» **SOURCE MATERIAL**:
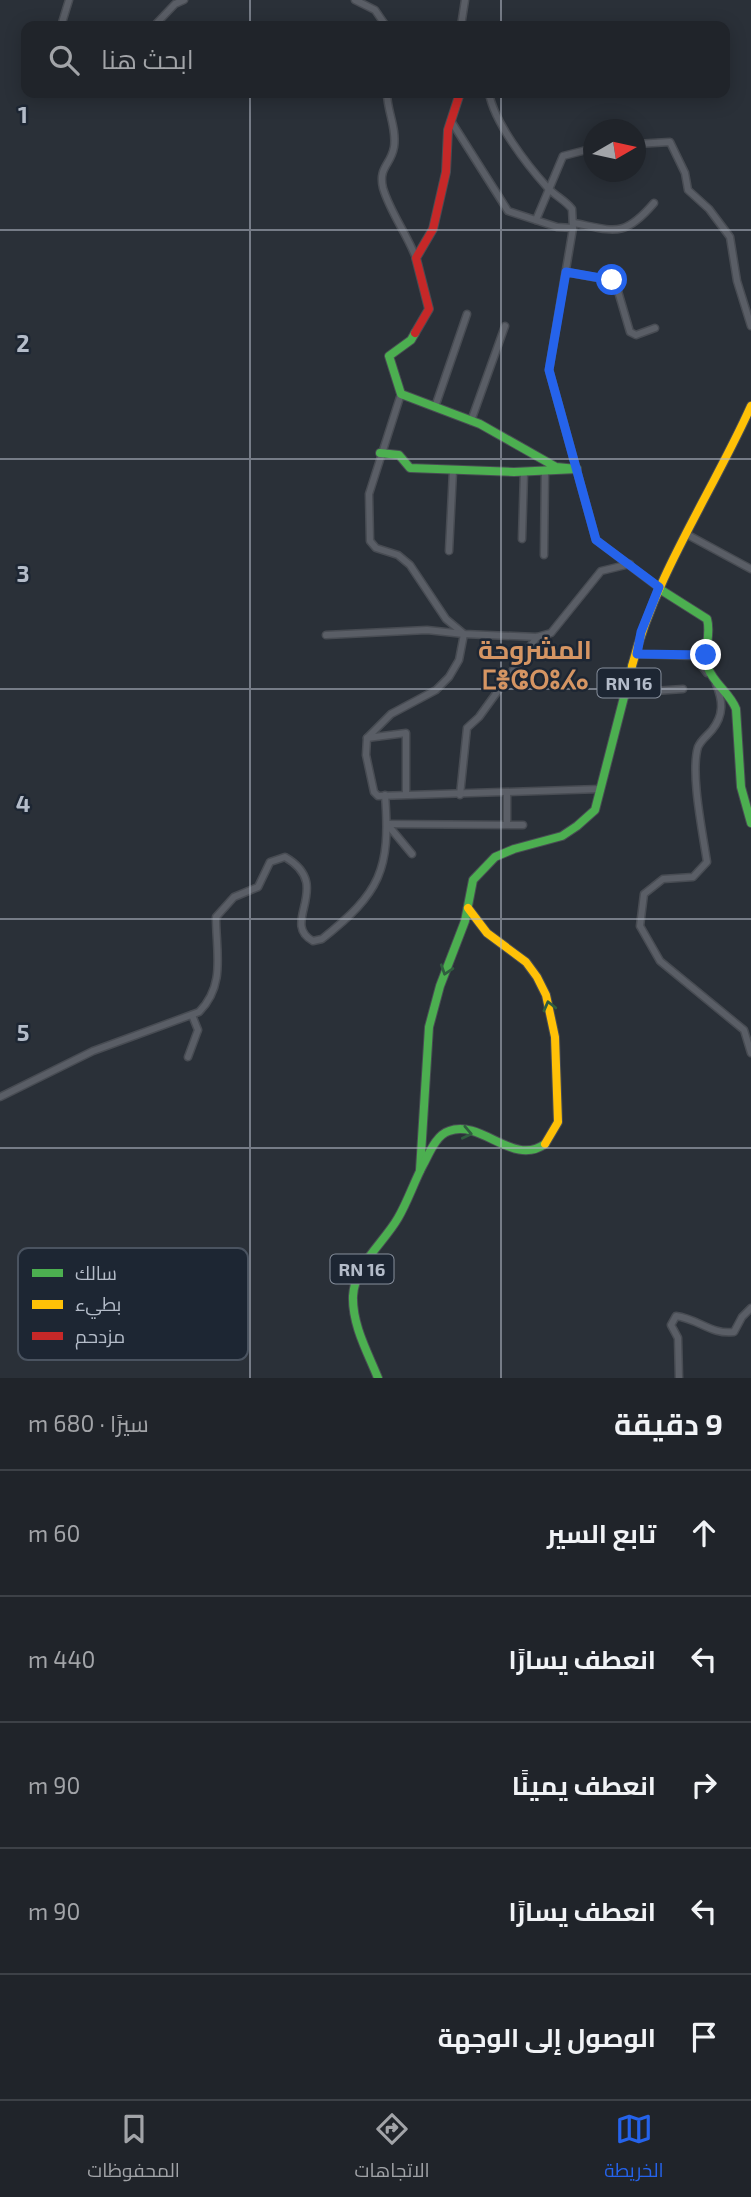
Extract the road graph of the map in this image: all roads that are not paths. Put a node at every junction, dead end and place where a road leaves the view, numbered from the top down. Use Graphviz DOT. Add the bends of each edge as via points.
graph roads {
  1 [pos="69,0"];
  2 [pos="184,0"];
  3 [pos="355,0"];
  4 [pos="465,0"];
  5 [pos="63,21"];
  6 [pos="159,21"];
  7 [pos="383,21"];
  8 [pos="462,21"];
  9 [pos="388,98"];
  10 [pos="458,98"];
  11 [pos="490,98"];
  12 [pos="451,121"];
  13 [pos="646,143"];
  14 [pos="583,151"];
  15 [pos="548,189"];
  16 [pos="654,203"];
  17 [pos="536,220"];
  18 [pos="573,226"];
  19 [pos="416,258"];
  20 [pos="566,272"];
  21 [pos="467,314"];
  22 [pos="505,326"];
  23 [pos="751,326"];
  24 [pos="655,328"];
  25 [pos="401,394"];
  26 [pos="751,406"];
  27 [pos="435,407"];
  28 [pos="471,421"];
  29 [pos="380,453"];
  30 [pos="577,469"];
  31 [pos="453,471"];
  32 [pos="545,472"];
  33 [pos="524,473"];
  34 [pos="688,535"];
  35 [pos="522,538"];
  36 [pos="449,551"];
  37 [pos="544,555"];
  38 [pos="630,564"];
  39 [pos="751,569"];
  40 [pos="658,588"];
  41 [pos="464,634"];
  42 [pos="326,635"];
  43 [pos="537,637"];
  44 [pos="637,654"];
  45 [pos="706,655"];
  46 [pos="694,656"];
  47 [pos="683,689"];
  48 [pos="626,693"];
  49 [pos="367,738"];
  50 [pos="741,788"];
  51 [pos="600,789"];
  52 [pos="507,793"];
  53 [pos="406,794"];
  54 [pos="460,794"];
  55 [pos="751,794"];
  56 [pos="385,795"];
  57 [pos="751,823"];
  58 [pos="387,824"];
  59 [pos="507,824"];
  60 [pos="523,825"];
  61 [pos="412,854"];
  62 [pos="468,906"];
  63 [pos="192,1015"];
  64 [pos="751,1053"];
  65 [pos="188,1058"];
  66 [pos="0,1097"];
  67 [pos="420,1170"];
  68 [pos="751,1308"];
  69 [pos="378,1378"];
  70 [pos="680,1378"];
  1 -- 5 [label="street"];
  2 -- 6 [label="street"];
  3 -- 7 [label="street" via="375,10"];
  4 -- 8 [label="street"];
  9 -- 19 [label="street" via="394,149 381,176"];
  10 -- 12 [label="main road"];
  11 -- 15 [label="street" via="492,108"];
  12 -- 17 [label="street" via="508,211"];
  12 -- 19 [label="main road" via="433,229"];
  13 -- 23 [label="street" via="670,142 688,190 730,237"];
  14 -- 15 [label="street" via="563,156"];
  15 -- 17 [label="street"];
  15 -- 18 [label="street" via="572,209"];
  16 -- 18 [label="street" via="625,229"];
  17 -- 18 [label="street" via="557,227"];
  18 -- 20 [label="street"];
  19 -- 25 [label="main road" via="429,309 411,340 389,356"];
  20 -- 24 [label="street" via="615,281 630,332 636,335"];
  20 -- 30 [label="street" via="549,370"];
  21 -- 27 [label="street"];
  22 -- 28 [label="street"];
  25 -- 27 [label="main road"];
  25 -- 29 [label="street"];
  26 -- 34 [label="main road, RN 16"];
  27 -- 28 [label="main road"];
  28 -- 30 [label="main road" via="556,467"];
  29 -- 31 [label="main road" via="399,455 410,468"];
  29 -- 41 [label="street" via="369,494 370,541 410,565 446,619"];
  30 -- 32 [label="main road"];
  30 -- 38 [label="street" via="596,540"];
  31 -- 33 [label="main road"];
  31 -- 36 [label="street"];
  32 -- 33 [label="main road"];
  32 -- 37 [label="street"];
  33 -- 35 [label="street"];
  34 -- 39 [label="street"];
  34 -- 40 [label="main road, RN 16"];
  38 -- 40 [label="street"];
  38 -- 43 [label="street" via="601,571 551,633"];
  40 -- 44 [label="main road, RN 16"];
  40 -- 45 [label="main road" via="707,619"];
  41 -- 42 [label="street" via="414,630"];
  41 -- 43 [label="street"];
  41 -- 49 [label="street" via="458,660 443,684 391,714"];
  43 -- 54 [label="street" via="467,728"];
  44 -- 46 [label="street"];
  44 -- 48 [label="main road, RN 16"];
  45 -- 46 [label="street"];
  45 -- 50 [label="main road" via="707,666 733,702"];
  46 -- 64 [label="street" via="717,685 722,704 714,728 698,749 707,862 693,877 663,879 644,894 640,926 660,961 744,1030"];
  47 -- 48 [label="street"];
  48 -- 51 [label="main road, RN 16"];
  49 -- 53 [label="street" via="407,733"];
  49 -- 56 [label="street" via="374,792"];
  50 -- 55 [label="street"];
  50 -- 57 [label="main road"];
  51 -- 52 [label="street"];
  51 -- 62 [label="main road, RN 16" via="595,810 577,828 555,839 512,848 475,876"];
  52 -- 54 [label="street"];
  52 -- 59 [label="street"];
  53 -- 54 [label="street"];
  53 -- 56 [label="street"];
  56 -- 58 [label="street"];
  58 -- 59 [label="street"];
  58 -- 61 [label="street"];
  58 -- 63 [label="street" via="376,884 322,939 313,941 305,934 302,916 307,878 285,857 270,862 258,887 224,906 216,917 217,987 207,1004"];
  59 -- 60 [label="street"];
  62 -- 67 [label="main road, RN 16, one-way" via="429,1026"];
  67 -- 62 [label="main road, RN 16, one-way" via="450,1130 530,1152 548,1144 558,1122 554,1026 548,997 526,962 482,930"];
  63 -- 65 [label="street" via="198,1030"];
  63 -- 66 [label="street" via="93,1051"];
  67 -- 69 [label="main road, RN 16" via="396,1221 355,1283 357,1321"];
  68 -- 70 [label="street" via="734,1332 722,1334 676,1316 671,1325 680,1348"];
}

» **WORK INSTRUCTIONS**: A single number is required: how many lines in the material above include the string "graph".

» **SOLVED PROBLEM**: 2